Murder on the Orient Express (1974) Sidney Lumet


Murder on the Orient Express (1974)
Directed by Sidney Lumet
Produced by John Brabourne, Richard Goodwin
Screenplay by Paul Dehn, based on the novel by Agatha Christie
Cinematography by Geoffrey Unsworth
Edited by Anne V. Coates
Production Design by Tony Walton
Art Direction by Jack Stephens
Costume and Wardrobe by Brenda Dabbs
Music by Richard Rodney Bennett
Paramount DVD – library (2:11)

I haven’t read one in years, but as I recall, most of Agatha Christie’s mystery novels are far more plot-driven than character-driven. The character of her detectives (usually Miss Marple or Hercule Poirot), however, is solidly built and shaped over the course of several novels; we know them well. What the Christie novels often lack (again, if memory serves me correctly) is a consistent atmosphere, which is often easier to pull off visually, especially in plot-driven stories. (Christie fans, please do not send me hate mail. I think she is wonderful and do not mean to imply that she isn’t. But cinema – by its nature – can obviously show and sustain images easily in a way that’s constantly before our eyes.)


Murder on the Orient Express is superbly crafted with detailed elegance. Much of the credit must go to costume designer Tony Walton and wardrobe head Brenda Dabbs. (The film was nominated for a Best Costume Design Oscar, losing to The Great Gatsby. The competition that year was fierce, with Chinatown, Daisy Miller, and The Godfather: Part II also in the running.) The art direction by Jack Stephens is also impressive, even though most of the film takes place on a train.


What most audiences don’t realize is that director Sidney Lumet is really giving them a very basic story filled with terrific actors. The plot is simple: wealthy American businessman Samuel Ratchett (Richard Widmark) is found stabbed to death in his cabin.


Hercule Poirot (Albert Finney) interviews the witnesses, brings everyone together, and pronounces the guilty party. Very simple.

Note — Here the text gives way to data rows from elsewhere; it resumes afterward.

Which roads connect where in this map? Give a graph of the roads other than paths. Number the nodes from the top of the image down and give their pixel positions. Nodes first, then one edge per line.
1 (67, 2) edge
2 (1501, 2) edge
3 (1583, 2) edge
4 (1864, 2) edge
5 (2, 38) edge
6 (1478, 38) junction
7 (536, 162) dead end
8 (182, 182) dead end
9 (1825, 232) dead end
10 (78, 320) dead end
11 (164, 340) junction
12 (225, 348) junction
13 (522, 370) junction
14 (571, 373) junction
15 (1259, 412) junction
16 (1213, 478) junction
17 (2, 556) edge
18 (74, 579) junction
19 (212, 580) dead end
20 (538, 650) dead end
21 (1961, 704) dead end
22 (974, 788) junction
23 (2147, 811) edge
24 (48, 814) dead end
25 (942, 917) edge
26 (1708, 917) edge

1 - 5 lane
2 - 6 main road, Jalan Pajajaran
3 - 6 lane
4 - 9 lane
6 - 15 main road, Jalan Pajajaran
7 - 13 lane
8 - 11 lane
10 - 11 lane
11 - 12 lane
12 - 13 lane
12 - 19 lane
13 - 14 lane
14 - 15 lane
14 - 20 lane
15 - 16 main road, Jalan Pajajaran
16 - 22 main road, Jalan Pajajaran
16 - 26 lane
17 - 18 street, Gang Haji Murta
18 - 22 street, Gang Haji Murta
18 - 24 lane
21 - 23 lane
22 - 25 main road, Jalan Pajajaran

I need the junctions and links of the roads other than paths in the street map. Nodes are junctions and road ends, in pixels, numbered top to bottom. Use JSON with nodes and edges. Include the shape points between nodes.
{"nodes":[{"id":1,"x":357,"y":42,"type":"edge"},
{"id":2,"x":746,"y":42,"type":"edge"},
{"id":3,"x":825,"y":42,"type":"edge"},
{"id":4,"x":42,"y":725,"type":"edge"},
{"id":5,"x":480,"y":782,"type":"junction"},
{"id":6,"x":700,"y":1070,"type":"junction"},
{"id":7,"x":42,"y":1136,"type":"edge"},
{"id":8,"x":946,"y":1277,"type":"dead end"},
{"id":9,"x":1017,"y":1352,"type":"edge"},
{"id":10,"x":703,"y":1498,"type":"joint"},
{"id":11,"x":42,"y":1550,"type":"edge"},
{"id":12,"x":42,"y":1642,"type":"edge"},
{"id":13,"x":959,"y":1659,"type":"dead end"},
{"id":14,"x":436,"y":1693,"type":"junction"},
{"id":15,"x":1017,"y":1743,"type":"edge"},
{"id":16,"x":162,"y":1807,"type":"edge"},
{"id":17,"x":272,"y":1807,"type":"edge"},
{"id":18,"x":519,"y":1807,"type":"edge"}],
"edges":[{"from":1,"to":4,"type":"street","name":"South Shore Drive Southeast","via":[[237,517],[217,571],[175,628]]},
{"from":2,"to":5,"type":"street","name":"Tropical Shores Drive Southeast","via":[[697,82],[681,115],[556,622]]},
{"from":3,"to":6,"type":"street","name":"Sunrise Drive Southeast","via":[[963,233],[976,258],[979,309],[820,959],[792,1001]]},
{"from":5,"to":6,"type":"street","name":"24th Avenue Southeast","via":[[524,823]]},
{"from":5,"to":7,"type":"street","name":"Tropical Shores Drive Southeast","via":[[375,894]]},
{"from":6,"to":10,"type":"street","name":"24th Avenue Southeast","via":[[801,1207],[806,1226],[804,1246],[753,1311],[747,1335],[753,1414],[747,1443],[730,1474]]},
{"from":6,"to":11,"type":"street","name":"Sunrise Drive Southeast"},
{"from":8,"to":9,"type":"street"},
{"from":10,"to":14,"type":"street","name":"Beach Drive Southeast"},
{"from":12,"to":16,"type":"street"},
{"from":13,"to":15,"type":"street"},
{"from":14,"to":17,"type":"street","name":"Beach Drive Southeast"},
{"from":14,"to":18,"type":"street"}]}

And truth be told, the actors playing the characters are more interesting than the characters themselves, which is part of the fun in watching the film.




Sean Connery-Murder-on-the-Orient-Express-1974


In addition to Poirot, we have detective’s friend and owner of the train line (Martin Balsam), Ratchett (Widmark), his secretary and translator (Anthony Perkins, 1st photo between text), his manservant (John Gielgud), a chatty American widow (Lauren Bacall, 2nd), a Russian royal princess (Wendy Hiller, 3rd), her German maid (Rachel Roberts), a Hungarian diplomat (Michael York) and his wife (Jacqueline Bisset), a British Indian Army officer (Sean Connery, 4th), an English teacher (Vanessa Redgrave), a Swedish missionary (Ingrid Bergman, 5th), an Italian-American car salesman (Denis Quilley) and an American theatrical agent (Colin Blakely). Oh, and let’s not forget the French conductor of the car (Jean-Pierre Cassel).


I mentioned early in this review that I haven’t read an Agatha Christie novel in many years, but for quite awhile I read them non-stop, covering at least half of the Hercule Poirot novels. Truth be told, as much as it’s lauded, I never thought Murder on the Orient Express was one of the better ones. Telling you why would be getting into spoiler territory, so I’ll refrain, but I will say that the ending of Lumet’s film version is a bit more enjoyable and contains a nice epilogue that’s missing from the book. The film is a fun ride and although it takes awhile before we can actually leave the station, the time goes by quickly. Although it’s not one of my favorite movies, I’ll certainly watch it again, mainly to see these extraordinary actors doing what they do best.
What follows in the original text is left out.